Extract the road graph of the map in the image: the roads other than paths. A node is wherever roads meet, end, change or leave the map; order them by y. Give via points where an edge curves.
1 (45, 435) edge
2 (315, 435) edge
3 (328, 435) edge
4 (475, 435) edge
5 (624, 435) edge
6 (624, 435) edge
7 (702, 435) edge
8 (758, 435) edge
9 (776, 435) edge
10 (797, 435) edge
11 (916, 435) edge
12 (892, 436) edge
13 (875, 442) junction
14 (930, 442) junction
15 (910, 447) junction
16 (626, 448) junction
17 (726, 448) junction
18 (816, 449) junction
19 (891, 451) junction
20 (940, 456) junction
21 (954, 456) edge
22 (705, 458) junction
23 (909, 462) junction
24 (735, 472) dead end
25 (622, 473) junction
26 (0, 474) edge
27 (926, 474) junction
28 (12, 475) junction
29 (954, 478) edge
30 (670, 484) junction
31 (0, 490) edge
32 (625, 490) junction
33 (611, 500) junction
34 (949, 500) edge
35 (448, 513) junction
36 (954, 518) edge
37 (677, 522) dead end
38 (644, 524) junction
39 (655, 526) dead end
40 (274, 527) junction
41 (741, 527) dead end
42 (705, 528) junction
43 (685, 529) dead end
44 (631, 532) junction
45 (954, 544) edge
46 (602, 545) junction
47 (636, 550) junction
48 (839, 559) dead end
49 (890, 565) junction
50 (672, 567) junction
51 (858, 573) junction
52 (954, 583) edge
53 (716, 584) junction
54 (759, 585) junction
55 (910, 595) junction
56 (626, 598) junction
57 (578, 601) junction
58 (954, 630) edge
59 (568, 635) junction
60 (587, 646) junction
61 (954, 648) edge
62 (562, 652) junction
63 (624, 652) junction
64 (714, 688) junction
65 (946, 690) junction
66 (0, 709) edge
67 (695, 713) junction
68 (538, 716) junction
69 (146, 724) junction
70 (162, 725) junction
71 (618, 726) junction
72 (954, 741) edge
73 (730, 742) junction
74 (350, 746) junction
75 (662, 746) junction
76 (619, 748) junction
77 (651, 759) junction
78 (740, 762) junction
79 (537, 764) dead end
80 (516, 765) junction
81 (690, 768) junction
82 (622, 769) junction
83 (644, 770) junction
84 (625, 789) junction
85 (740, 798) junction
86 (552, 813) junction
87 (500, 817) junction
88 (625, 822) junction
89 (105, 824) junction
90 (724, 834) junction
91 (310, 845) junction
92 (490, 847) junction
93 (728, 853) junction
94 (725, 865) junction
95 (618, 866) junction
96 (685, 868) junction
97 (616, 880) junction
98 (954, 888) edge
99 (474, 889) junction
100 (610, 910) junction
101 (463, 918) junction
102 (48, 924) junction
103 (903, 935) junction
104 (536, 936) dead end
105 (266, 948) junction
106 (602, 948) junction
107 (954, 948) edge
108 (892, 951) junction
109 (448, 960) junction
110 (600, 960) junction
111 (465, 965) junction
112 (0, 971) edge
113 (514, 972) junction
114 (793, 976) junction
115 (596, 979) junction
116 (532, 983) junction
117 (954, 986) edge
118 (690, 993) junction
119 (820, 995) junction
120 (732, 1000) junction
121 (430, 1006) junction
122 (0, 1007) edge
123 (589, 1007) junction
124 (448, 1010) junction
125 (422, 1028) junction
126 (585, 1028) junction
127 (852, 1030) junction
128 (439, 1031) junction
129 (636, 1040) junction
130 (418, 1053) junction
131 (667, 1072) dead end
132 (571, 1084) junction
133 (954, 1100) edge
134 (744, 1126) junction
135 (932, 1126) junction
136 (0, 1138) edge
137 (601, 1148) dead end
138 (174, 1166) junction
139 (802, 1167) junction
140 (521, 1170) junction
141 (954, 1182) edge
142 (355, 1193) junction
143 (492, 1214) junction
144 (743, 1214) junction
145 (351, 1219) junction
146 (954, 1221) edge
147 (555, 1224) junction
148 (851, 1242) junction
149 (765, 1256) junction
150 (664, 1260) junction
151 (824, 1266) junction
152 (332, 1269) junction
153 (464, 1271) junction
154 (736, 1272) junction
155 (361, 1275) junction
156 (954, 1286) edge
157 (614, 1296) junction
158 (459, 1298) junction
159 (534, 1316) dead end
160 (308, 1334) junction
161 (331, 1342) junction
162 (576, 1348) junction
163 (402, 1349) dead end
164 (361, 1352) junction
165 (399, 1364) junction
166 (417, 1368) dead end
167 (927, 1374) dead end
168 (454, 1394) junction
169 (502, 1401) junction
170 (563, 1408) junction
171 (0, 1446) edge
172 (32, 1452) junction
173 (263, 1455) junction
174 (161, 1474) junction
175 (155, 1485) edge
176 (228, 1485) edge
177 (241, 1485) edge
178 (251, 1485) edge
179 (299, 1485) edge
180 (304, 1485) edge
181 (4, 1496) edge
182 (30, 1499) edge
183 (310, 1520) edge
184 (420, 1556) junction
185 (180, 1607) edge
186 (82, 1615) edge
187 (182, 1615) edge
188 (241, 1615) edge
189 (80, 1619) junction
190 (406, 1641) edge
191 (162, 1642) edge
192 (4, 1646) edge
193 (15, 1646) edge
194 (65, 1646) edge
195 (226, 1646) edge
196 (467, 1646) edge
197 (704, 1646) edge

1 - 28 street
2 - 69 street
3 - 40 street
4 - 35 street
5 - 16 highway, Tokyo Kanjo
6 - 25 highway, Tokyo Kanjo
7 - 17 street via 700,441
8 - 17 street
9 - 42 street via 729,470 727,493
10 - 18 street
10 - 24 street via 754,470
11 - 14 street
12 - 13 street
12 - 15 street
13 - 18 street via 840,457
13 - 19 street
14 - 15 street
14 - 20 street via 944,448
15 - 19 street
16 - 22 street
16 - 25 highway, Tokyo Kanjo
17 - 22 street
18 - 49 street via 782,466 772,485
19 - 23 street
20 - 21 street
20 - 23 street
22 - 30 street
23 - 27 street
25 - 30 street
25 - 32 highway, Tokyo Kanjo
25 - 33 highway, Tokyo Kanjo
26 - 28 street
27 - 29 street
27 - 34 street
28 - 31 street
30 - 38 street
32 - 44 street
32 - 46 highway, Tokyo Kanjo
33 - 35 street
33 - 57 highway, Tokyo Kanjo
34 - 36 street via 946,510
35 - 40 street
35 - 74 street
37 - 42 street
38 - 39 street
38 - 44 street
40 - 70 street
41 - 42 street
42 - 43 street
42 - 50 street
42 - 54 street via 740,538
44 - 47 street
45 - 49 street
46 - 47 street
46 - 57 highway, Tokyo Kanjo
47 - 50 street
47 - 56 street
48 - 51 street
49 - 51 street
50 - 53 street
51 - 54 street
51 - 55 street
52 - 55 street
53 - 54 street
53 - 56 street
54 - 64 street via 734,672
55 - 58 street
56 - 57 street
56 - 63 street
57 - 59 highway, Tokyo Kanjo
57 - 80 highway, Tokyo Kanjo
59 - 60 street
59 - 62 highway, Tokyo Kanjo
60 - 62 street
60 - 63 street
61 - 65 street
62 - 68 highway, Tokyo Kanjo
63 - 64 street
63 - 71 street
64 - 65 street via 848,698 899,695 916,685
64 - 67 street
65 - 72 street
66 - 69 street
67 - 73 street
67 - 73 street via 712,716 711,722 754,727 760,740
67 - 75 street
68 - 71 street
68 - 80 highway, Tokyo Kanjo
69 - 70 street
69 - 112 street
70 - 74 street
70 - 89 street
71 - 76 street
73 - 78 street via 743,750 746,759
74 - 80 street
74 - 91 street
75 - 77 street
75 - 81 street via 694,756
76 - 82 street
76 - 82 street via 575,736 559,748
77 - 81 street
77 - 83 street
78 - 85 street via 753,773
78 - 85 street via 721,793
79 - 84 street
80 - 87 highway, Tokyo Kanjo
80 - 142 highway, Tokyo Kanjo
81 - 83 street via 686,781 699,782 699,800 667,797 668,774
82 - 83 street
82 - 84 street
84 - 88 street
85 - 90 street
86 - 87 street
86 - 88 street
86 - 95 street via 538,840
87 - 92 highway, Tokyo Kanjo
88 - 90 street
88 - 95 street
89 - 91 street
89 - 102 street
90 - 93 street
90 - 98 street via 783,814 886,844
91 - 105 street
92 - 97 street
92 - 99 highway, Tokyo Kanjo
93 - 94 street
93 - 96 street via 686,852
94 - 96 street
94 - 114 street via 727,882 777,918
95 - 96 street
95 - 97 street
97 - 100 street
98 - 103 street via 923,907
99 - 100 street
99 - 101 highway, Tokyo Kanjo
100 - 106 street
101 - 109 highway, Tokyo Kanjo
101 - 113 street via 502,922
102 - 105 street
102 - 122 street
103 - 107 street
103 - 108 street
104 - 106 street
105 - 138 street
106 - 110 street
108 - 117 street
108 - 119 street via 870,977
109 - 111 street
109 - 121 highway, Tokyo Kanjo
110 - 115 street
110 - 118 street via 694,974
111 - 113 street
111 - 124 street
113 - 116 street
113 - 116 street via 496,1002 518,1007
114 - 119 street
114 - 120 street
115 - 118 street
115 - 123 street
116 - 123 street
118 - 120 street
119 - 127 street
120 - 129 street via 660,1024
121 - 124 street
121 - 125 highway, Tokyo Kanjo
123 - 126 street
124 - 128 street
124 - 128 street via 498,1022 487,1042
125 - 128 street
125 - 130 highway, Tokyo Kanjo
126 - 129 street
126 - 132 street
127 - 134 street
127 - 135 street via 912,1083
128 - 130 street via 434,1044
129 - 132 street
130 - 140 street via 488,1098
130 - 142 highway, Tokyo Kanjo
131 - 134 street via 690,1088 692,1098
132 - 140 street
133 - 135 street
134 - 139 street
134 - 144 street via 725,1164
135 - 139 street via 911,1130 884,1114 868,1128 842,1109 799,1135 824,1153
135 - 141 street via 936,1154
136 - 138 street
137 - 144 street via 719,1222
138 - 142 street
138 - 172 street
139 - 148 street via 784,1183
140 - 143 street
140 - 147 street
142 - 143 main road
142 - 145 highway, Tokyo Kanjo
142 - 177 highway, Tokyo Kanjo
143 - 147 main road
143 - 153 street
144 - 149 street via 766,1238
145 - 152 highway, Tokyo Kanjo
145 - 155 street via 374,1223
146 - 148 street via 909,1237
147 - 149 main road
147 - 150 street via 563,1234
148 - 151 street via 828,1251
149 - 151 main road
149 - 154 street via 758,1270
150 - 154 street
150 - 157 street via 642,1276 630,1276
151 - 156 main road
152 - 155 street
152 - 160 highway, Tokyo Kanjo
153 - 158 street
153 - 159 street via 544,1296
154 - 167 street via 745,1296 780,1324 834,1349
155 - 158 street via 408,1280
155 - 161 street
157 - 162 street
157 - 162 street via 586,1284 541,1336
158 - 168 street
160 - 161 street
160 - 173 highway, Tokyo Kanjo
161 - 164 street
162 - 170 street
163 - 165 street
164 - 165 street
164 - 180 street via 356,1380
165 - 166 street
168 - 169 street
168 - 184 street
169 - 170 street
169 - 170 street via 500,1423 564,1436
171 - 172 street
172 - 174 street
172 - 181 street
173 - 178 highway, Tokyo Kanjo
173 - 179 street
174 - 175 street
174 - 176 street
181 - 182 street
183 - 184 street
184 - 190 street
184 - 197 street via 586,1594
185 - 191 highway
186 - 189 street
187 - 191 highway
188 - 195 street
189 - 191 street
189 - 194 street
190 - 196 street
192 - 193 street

■ **WORK TASK**
Using the material above, work out how many lines hold the word "road". Reply with that number alone.

■ **FINAL ANSWER**
6